▸ **ASSIGNMENT**: Work out how many lines of the data hold the string "edges", and reply with that number alone.

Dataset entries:
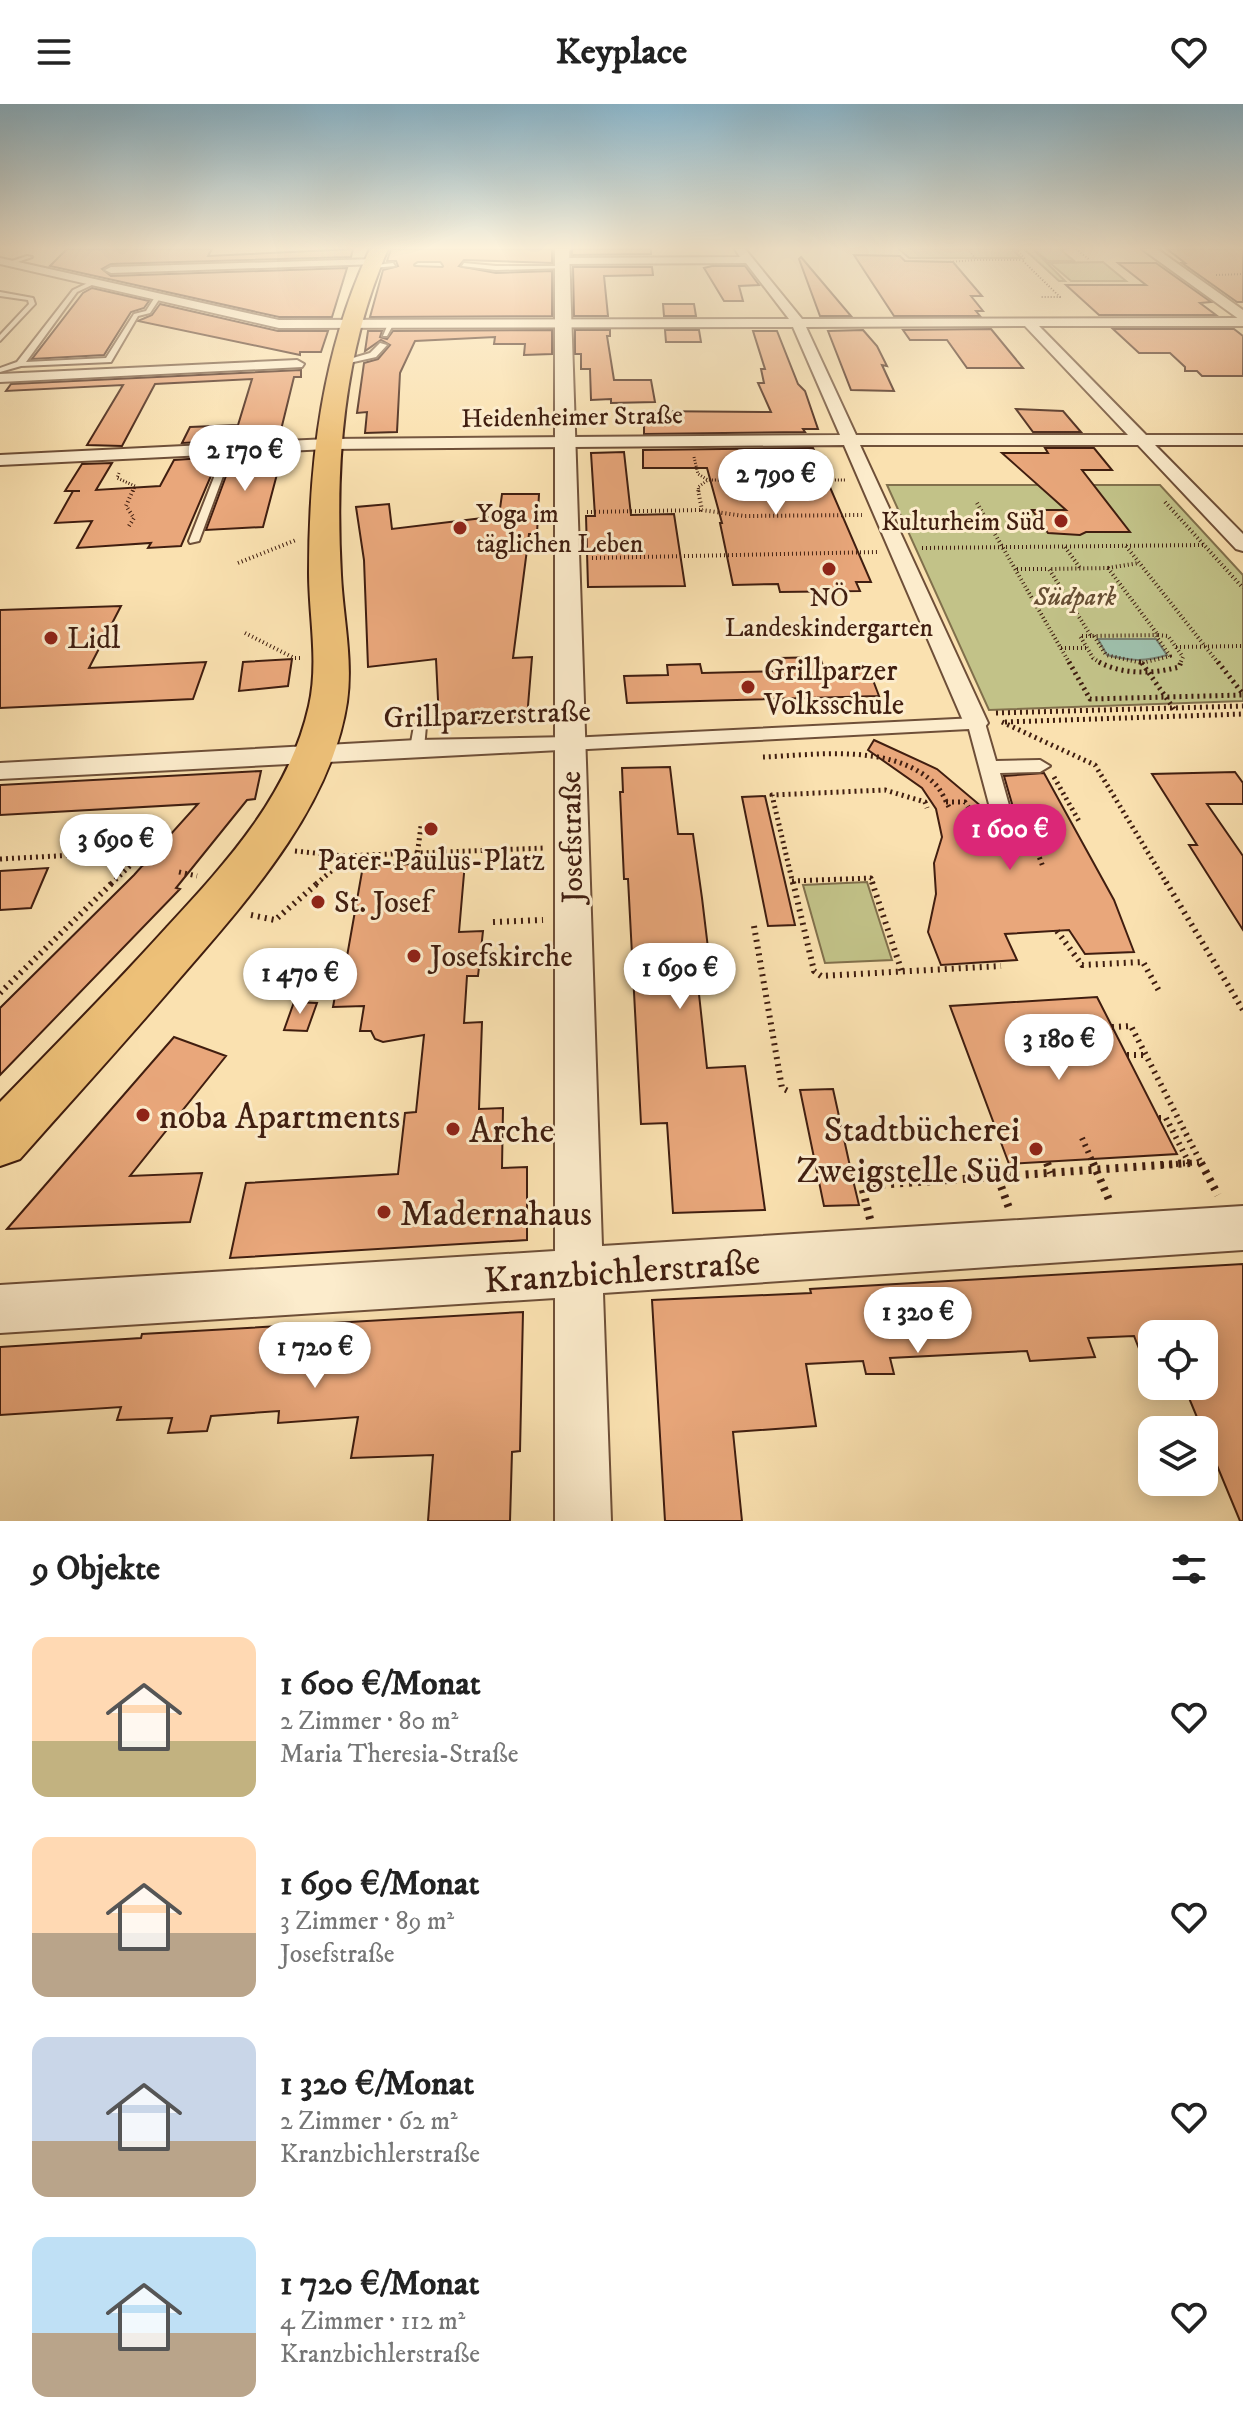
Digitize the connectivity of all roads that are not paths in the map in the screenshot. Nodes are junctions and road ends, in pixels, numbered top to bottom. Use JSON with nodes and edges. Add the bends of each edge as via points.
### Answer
{"nodes":[{"id":1,"x":22,"y":315,"type":"edge"},
{"id":2,"x":57,"y":315,"type":"edge"},
{"id":3,"x":136,"y":315,"type":"edge"},
{"id":4,"x":233,"y":315,"type":"edge"},
{"id":5,"x":353,"y":315,"type":"edge"},
{"id":6,"x":561,"y":315,"type":"edge"},
{"id":7,"x":792,"y":315,"type":"edge"},
{"id":8,"x":1243,"y":320,"type":"edge"},
{"id":9,"x":798,"y":323,"type":"junction"},
{"id":10,"x":1029,"y":323,"type":"junction"},
{"id":11,"x":561,"y":324,"type":"junction"},
{"id":12,"x":350,"y":325,"type":"junction"},
{"id":13,"x":0,"y":339,"type":"edge"},
{"id":14,"x":383,"y":345,"type":"dead end"},
{"id":15,"x":340,"y":363,"type":"junction"},
{"id":16,"x":20,"y":364,"type":"junction"},
{"id":17,"x":297,"y":364,"type":"dead end"},
{"id":18,"x":0,"y":370,"type":"edge"},
{"id":19,"x":0,"y":378,"type":"edge"},
{"id":20,"x":848,"y":440,"type":"junction"},
{"id":21,"x":1243,"y":440,"type":"edge"},
{"id":22,"x":566,"y":441,"type":"junction"},
{"id":23,"x":1146,"y":442,"type":"junction"},
{"id":24,"x":328,"y":444,"type":"junction"},
{"id":25,"x":229,"y":449,"type":"junction"},
{"id":26,"x":0,"y":460,"type":"edge"},
{"id":27,"x":194,"y":541,"type":"dead end"},
{"id":28,"x":1243,"y":545,"type":"edge"},
{"id":29,"x":974,"y":719,"type":"junction"},
{"id":30,"x":569,"y":744,"type":"junction"},
{"id":31,"x":314,"y":754,"type":"junction"},
{"id":32,"x":1040,"y":766,"type":"road end"},
{"id":33,"x":988,"y":767,"type":"junction"},
{"id":34,"x":0,"y":771,"type":"edge"},
{"id":35,"x":1007,"y":834,"type":"dead end"},
{"id":36,"x":0,"y":1141,"type":"edge"},
{"id":37,"x":1239,"y":1228,"type":"edge"},
{"id":38,"x":579,"y":1271,"type":"junction"},
{"id":39,"x":0,"y":1309,"type":"edge"},
{"id":40,"x":583,"y":1521,"type":"edge"}],
"edges":[{"from":1,"to":13,"type":"lane"},
{"from":2,"to":16,"type":"lane"},
{"from":3,"to":16,"type":"lane","via":[[108,360]]},
{"from":4,"to":12,"type":"street","via":[[268,323]]},
{"from":5,"to":12,"type":"main road"},
{"from":6,"to":11,"type":"street","name":"Josefstraße"},
{"from":7,"to":9,"type":"street"},
{"from":8,"to":10,"type":"street"},
{"from":9,"to":10,"type":"street"},
{"from":9,"to":11,"type":"street"},
{"from":9,"to":20,"type":"street"},
{"from":10,"to":23,"type":"street"},
{"from":11,"to":12,"type":"street","via":[[388,330]]},
{"from":11,"to":22,"type":"street","name":"Josefstraße"},
{"from":12,"to":15,"type":"main road"},
{"from":14,"to":15,"type":"lane","via":[[377,353]]},
{"from":15,"to":24,"type":"main road"},
{"from":16,"to":18,"type":"lane"},
{"from":17,"to":19,"type":"street"},
{"from":20,"to":22,"type":"street","name":"Heidenheimer Straße"},
{"from":20,"to":23,"type":"street","name":"Heidenheimer Straße"},
{"from":20,"to":29,"type":"street"},
{"from":21,"to":23,"type":"street","name":"Heidenheimer Straße"},
{"from":22,"to":24,"type":"street","name":"Heidenheimer Straße"},
{"from":22,"to":30,"type":"street","name":"Josefstraße"},
{"from":23,"to":28,"type":"street"},
{"from":24,"to":25,"type":"street","name":"Heidenheimer Straße"},
{"from":24,"to":31,"type":"main road","via":[[329,705]]},
{"from":25,"to":26,"type":"street","name":"Heidenheimer Straße"},
{"from":25,"to":27,"type":"lane"},
{"from":29,"to":30,"type":"street","name":"Grillparzerstraße"},
{"from":29,"to":33,"type":"street"},
{"from":30,"to":31,"type":"street","name":"Grillparzerstraße","via":[[486,752],[408,746]]},
{"from":30,"to":38,"type":"street","name":"Josefstraße"},
{"from":31,"to":34,"type":"street","name":"Grillparzerstraße"},
{"from":31,"to":36,"type":"main road","via":[[263,847],[170,957]]},
{"from":32,"to":33,"type":"street"},
{"from":33,"to":35,"type":"street"},
{"from":37,"to":38,"type":"street","name":"Kranzbichlerstraße"},
{"from":38,"to":39,"type":"street","name":"Kranzbichlerstraße"},
{"from":38,"to":40,"type":"street","name":"Josefstraße"}]}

▸ **SOLVED EXERCISE**: 2